**Provided material**
━━━━━━━━━━━━━━━━━━━━

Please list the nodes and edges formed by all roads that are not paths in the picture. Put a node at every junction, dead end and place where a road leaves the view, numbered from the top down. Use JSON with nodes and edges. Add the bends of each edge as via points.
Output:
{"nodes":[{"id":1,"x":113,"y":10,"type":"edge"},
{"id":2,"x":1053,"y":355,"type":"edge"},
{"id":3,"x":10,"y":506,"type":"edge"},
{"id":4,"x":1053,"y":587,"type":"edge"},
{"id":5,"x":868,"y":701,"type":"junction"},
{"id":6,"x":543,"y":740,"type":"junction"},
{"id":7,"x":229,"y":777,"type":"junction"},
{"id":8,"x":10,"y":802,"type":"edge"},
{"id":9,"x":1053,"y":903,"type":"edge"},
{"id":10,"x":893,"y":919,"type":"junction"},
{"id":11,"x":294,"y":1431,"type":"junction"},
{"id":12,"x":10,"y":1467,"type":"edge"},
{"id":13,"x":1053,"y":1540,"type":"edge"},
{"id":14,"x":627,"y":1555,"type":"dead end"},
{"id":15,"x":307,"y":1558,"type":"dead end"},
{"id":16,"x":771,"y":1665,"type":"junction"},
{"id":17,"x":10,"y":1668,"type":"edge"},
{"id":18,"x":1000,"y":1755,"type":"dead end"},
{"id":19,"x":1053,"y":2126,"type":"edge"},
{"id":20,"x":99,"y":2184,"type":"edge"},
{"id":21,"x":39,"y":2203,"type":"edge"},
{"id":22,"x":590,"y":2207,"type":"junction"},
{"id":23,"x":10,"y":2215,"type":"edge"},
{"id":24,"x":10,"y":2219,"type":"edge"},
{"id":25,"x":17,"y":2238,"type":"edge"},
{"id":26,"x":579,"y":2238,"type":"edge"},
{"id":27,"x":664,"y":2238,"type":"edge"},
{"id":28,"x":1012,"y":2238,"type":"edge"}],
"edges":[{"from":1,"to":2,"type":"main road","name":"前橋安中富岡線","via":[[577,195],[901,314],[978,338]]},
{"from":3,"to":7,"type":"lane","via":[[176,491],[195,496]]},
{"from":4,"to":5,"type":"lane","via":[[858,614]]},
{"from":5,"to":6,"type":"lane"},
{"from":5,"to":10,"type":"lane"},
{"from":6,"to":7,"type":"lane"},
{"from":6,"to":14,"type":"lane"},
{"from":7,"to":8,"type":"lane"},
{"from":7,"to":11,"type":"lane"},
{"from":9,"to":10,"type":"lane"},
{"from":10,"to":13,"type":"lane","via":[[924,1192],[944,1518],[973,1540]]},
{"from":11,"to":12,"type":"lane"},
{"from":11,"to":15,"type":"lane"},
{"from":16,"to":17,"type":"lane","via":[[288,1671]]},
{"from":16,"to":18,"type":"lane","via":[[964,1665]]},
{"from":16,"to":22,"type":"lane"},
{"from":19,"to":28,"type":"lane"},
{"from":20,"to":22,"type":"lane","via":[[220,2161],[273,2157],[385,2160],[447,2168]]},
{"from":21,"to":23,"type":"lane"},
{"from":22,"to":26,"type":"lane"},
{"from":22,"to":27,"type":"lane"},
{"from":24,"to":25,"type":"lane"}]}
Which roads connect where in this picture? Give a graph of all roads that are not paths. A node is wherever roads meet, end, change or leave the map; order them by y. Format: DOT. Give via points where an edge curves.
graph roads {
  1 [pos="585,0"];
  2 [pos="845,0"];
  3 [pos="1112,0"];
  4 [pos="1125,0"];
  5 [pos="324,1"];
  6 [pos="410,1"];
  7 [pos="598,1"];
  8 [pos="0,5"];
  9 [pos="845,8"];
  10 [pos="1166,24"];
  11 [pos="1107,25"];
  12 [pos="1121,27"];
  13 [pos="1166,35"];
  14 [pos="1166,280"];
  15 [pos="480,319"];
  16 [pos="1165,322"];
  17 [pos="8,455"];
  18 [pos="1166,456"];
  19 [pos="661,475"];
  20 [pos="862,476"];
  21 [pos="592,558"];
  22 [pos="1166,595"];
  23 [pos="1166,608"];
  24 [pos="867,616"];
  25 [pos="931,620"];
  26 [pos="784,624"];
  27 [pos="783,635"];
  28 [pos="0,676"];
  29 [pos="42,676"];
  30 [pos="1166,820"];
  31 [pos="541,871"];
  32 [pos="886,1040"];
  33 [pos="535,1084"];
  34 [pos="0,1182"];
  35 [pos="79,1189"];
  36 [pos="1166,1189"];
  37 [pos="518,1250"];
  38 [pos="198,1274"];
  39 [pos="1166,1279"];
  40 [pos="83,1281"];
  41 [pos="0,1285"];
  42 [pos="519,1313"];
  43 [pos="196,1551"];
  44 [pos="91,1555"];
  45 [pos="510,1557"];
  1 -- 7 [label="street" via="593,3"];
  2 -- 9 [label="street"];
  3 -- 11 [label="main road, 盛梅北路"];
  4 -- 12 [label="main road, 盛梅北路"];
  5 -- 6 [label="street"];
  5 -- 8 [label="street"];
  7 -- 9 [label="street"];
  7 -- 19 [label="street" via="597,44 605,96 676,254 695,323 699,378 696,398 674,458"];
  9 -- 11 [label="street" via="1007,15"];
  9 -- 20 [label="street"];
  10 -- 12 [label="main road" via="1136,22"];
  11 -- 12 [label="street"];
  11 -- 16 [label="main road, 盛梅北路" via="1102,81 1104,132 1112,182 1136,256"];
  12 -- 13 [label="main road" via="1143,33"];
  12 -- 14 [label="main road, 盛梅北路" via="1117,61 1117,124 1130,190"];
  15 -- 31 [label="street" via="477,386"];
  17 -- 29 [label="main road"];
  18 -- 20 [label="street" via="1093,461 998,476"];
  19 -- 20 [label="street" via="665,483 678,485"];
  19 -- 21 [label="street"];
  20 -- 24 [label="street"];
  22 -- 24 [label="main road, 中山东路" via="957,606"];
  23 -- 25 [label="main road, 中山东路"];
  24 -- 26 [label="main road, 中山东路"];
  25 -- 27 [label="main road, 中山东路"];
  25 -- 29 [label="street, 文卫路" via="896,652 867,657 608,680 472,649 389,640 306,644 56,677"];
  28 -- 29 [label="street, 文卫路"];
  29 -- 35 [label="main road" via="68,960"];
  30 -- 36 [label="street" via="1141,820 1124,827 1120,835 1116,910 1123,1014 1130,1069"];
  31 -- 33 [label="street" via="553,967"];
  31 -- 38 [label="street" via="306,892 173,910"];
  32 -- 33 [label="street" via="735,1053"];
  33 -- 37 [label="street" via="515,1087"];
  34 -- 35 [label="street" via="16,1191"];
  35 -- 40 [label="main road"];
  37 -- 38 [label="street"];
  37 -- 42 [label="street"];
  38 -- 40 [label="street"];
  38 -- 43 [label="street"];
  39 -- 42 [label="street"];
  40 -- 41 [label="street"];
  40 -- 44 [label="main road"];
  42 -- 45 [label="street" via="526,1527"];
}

━━━━━━━━━━━━━━━━━━━━

**Exercise objective**
Say how many lines above contain the string "dead". Answer with the number only.

**Answer to this exercise**
4